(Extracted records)
=-=-=-=-=
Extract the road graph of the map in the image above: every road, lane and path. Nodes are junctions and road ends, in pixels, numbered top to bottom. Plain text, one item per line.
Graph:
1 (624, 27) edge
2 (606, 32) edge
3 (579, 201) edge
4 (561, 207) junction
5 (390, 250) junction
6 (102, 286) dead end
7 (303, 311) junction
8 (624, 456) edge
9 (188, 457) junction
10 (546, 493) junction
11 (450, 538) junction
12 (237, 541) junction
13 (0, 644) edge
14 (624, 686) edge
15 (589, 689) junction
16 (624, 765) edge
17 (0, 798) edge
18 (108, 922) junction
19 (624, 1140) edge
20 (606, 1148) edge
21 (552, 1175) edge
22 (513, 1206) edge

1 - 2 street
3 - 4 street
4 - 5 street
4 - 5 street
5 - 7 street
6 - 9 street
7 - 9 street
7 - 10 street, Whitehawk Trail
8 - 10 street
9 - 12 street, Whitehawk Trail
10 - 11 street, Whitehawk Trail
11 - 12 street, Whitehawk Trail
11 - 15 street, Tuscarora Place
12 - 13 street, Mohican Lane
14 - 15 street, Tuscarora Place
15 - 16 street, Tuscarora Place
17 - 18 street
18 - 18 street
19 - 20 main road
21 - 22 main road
=-=-=-=-=
This exercise needs each record retyped exactly as shown.

Extract the road graph of the map in the image above: every road, lane and path. Nodes are junctions and road ends, in pixels, numbered top to bottom. Plain text, one item per line.
Graph:
1 (624, 27) edge
2 (606, 32) edge
3 (579, 201) edge
4 (561, 207) junction
5 (390, 250) junction
6 (102, 286) dead end
7 (303, 311) junction
8 (624, 456) edge
9 (188, 457) junction
10 (546, 493) junction
11 (450, 538) junction
12 (237, 541) junction
13 (0, 644) edge
14 (624, 686) edge
15 (589, 689) junction
16 (624, 765) edge
17 (0, 798) edge
18 (108, 922) junction
19 (624, 1140) edge
20 (606, 1148) edge
21 (552, 1175) edge
22 (513, 1206) edge

1 - 2 street
3 - 4 street
4 - 5 street
4 - 5 street
5 - 7 street
6 - 9 street
7 - 9 street
7 - 10 street, Whitehawk Trail
8 - 10 street
9 - 12 street, Whitehawk Trail
10 - 11 street, Whitehawk Trail
11 - 12 street, Whitehawk Trail
11 - 15 street, Tuscarora Place
12 - 13 street, Mohican Lane
14 - 15 street, Tuscarora Place
15 - 16 street, Tuscarora Place
17 - 18 street
18 - 18 street
19 - 20 main road
21 - 22 main road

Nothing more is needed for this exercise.